[Opening AVAILABLE RECORDS section]
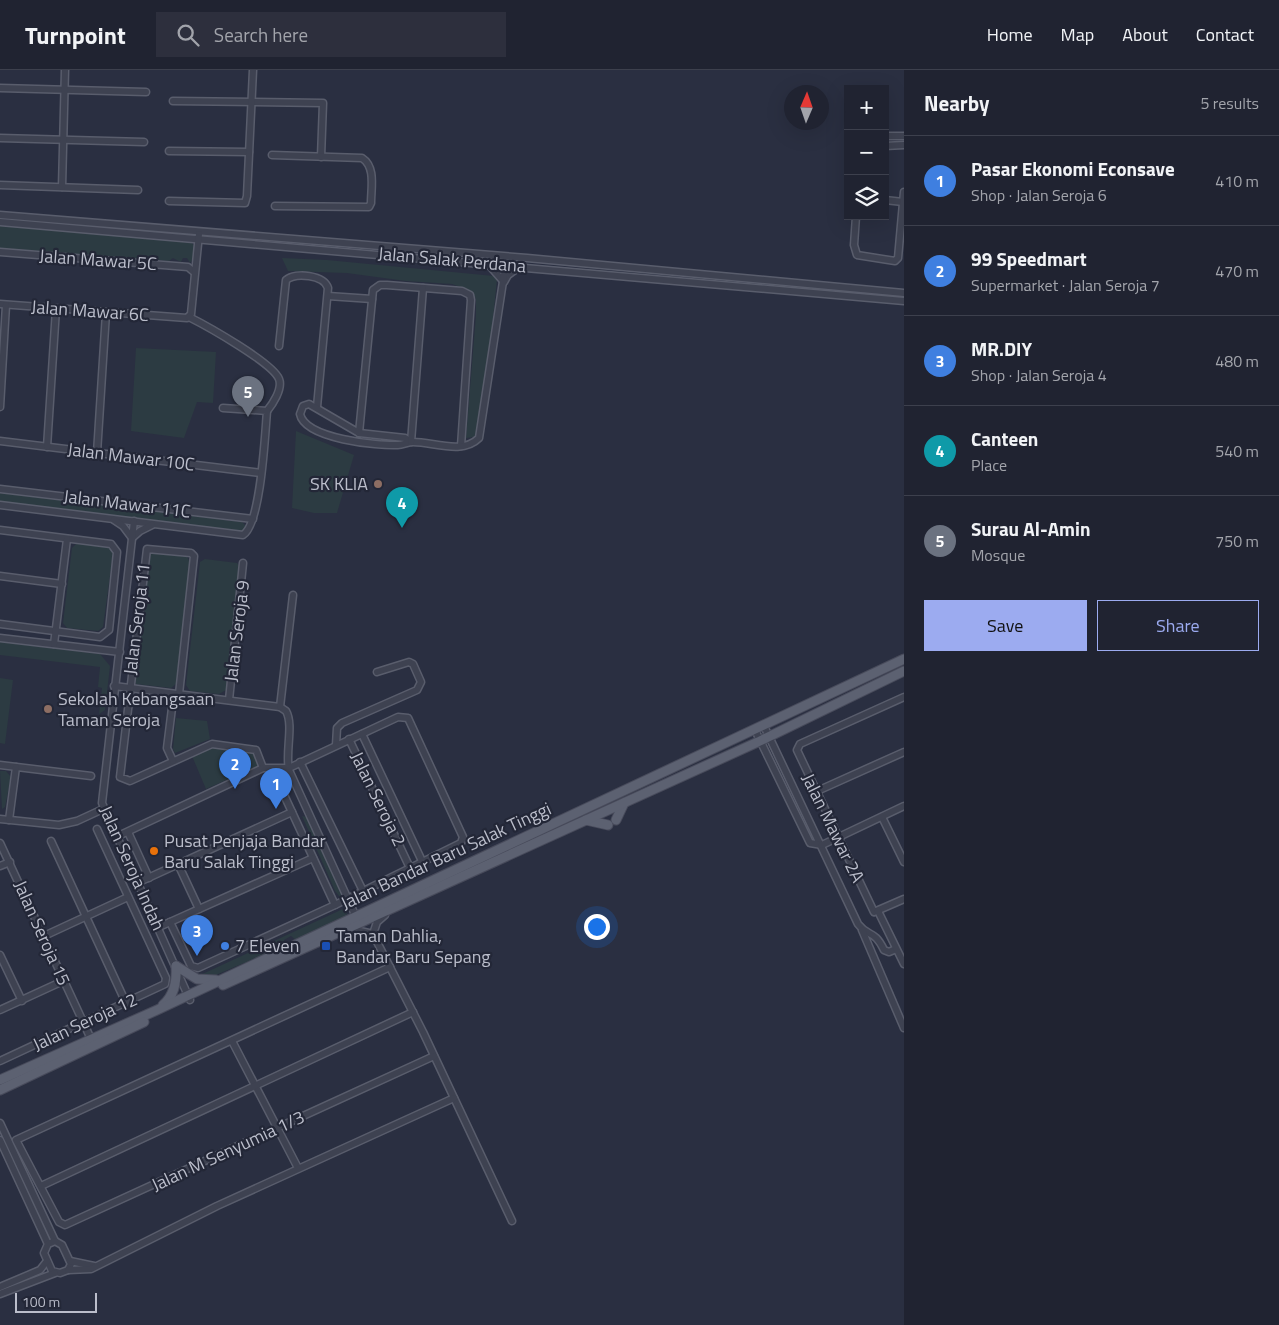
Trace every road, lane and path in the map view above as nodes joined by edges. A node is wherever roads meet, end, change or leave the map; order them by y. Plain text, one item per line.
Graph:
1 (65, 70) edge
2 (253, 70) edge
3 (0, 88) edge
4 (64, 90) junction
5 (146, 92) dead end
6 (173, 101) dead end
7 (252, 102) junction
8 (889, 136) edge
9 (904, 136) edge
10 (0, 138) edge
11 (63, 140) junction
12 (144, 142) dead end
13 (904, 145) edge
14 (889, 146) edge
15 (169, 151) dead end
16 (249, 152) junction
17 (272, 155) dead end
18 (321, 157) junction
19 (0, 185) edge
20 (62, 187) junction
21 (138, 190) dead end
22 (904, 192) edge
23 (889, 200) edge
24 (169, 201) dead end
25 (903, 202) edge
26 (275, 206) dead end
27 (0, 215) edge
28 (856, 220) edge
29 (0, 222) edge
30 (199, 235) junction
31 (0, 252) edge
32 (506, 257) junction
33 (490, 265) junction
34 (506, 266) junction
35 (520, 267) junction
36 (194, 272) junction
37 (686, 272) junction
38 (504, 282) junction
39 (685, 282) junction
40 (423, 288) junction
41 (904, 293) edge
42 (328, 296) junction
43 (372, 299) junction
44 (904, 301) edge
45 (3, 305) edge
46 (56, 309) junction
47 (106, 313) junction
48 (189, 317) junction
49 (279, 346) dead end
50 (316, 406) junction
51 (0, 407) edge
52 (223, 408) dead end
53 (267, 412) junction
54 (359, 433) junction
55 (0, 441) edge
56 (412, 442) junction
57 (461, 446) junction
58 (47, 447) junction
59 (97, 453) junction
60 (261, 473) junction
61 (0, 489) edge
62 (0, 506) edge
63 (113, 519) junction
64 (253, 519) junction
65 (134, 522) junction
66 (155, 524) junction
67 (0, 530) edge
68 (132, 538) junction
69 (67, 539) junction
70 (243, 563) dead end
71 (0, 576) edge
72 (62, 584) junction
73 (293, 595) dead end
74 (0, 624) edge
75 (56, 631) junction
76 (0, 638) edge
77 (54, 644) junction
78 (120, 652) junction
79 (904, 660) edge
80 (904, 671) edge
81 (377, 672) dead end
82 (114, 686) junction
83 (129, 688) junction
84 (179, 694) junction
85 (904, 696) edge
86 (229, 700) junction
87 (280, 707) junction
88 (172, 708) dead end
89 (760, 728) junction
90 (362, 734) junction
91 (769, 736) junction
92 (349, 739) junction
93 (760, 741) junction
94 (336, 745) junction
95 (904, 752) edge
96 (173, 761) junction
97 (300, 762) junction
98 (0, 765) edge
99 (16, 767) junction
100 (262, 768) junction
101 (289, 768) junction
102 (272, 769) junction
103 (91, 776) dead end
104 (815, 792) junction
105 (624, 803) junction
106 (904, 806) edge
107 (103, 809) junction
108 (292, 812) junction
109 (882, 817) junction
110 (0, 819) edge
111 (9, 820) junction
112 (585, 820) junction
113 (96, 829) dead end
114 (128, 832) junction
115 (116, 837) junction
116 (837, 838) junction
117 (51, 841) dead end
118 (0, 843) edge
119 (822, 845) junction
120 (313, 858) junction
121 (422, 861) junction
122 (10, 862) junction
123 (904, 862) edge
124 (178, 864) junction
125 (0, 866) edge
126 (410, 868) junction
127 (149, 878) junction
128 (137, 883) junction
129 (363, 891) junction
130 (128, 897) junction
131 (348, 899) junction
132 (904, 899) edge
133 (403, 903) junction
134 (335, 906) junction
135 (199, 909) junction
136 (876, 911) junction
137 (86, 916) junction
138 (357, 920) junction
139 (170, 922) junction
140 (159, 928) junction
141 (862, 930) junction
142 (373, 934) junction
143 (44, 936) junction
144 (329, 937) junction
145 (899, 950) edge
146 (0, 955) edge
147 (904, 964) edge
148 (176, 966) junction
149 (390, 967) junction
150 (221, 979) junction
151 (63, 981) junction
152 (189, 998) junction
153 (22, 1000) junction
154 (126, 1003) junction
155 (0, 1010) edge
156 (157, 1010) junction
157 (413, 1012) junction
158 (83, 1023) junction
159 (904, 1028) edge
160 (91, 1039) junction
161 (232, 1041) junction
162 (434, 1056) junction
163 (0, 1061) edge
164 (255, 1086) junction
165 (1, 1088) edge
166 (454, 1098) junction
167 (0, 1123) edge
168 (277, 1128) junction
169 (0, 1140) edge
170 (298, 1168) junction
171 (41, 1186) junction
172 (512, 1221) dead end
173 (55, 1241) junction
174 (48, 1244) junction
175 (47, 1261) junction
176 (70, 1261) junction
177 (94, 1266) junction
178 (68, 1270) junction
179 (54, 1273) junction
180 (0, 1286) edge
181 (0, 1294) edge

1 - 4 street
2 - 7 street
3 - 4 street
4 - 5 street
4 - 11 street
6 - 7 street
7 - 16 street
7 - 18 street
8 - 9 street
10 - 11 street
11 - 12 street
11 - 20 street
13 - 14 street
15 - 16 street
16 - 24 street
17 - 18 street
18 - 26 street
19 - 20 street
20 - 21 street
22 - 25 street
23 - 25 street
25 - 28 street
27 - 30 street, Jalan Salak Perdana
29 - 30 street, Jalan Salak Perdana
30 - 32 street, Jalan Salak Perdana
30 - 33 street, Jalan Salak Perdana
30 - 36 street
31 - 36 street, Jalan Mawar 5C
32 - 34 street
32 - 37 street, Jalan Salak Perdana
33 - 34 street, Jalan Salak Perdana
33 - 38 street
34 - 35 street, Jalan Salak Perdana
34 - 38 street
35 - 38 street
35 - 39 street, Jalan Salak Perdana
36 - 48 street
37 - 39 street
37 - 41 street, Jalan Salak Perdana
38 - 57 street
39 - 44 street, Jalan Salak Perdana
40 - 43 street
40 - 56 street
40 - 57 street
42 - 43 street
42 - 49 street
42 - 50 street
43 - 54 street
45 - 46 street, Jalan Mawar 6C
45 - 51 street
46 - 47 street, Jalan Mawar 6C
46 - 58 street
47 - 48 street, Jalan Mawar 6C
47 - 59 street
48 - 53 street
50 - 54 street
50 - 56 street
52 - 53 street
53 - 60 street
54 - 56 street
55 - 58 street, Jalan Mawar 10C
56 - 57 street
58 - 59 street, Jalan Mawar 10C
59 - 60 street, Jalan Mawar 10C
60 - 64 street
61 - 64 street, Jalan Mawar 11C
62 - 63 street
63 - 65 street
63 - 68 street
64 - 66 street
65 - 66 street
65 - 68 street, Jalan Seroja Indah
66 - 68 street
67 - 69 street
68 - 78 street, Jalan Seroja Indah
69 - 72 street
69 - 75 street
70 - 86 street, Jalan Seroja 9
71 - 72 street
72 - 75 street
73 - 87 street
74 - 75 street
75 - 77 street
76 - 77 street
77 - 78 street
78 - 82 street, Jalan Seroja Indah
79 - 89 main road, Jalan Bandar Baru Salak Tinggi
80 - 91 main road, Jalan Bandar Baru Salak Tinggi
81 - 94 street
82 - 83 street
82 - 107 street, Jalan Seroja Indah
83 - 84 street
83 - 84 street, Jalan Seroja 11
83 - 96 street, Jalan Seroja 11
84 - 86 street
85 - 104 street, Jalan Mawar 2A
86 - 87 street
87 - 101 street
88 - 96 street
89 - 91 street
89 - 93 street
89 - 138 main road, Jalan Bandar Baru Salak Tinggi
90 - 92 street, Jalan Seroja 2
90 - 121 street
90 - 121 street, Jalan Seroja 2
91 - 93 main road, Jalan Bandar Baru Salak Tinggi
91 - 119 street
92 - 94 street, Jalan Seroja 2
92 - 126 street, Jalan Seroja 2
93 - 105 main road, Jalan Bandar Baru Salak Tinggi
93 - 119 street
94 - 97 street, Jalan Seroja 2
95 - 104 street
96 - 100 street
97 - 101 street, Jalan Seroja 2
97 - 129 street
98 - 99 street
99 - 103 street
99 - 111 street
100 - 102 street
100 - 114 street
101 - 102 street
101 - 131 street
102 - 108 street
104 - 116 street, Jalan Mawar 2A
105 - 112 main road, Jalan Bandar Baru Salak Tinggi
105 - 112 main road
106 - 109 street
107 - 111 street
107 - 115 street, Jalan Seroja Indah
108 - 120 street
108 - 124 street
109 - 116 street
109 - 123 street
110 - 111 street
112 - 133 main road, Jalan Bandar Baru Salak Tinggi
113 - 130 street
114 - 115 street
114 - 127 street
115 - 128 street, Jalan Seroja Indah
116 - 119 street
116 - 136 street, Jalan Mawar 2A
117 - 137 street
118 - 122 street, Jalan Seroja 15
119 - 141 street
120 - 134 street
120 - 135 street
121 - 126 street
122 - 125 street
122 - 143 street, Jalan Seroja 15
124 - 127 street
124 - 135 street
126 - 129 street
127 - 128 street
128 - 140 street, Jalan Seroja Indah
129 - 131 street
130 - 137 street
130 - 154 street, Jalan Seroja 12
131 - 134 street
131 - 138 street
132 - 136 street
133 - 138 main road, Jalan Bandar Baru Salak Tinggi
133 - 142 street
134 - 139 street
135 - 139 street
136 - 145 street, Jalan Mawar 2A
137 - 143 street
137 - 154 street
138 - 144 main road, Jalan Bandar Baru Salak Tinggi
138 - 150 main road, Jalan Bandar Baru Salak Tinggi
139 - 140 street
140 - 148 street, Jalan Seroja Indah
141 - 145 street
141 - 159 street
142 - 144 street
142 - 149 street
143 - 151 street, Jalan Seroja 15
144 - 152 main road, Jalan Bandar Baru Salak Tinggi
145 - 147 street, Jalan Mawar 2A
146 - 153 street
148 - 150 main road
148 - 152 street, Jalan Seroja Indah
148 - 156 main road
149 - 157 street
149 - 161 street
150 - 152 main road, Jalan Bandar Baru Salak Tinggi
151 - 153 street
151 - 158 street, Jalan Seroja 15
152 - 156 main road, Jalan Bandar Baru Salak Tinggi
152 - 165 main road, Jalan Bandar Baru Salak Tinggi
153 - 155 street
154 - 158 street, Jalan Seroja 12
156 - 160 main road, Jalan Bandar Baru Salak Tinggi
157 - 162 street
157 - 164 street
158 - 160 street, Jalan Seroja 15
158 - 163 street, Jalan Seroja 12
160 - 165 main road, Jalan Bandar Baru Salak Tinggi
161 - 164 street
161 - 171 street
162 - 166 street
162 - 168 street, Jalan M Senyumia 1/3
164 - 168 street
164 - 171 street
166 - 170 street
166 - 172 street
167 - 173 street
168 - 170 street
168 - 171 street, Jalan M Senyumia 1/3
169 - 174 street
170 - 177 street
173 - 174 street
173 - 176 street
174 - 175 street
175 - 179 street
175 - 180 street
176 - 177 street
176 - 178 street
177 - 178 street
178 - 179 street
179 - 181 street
[Closing AVAILABLE RECORDS section]
**PROBLEM DESCRIPTION:**
Using the material above, tally the lines that hold the string "Indah". Reply with the number alone.

**RESULT:**
9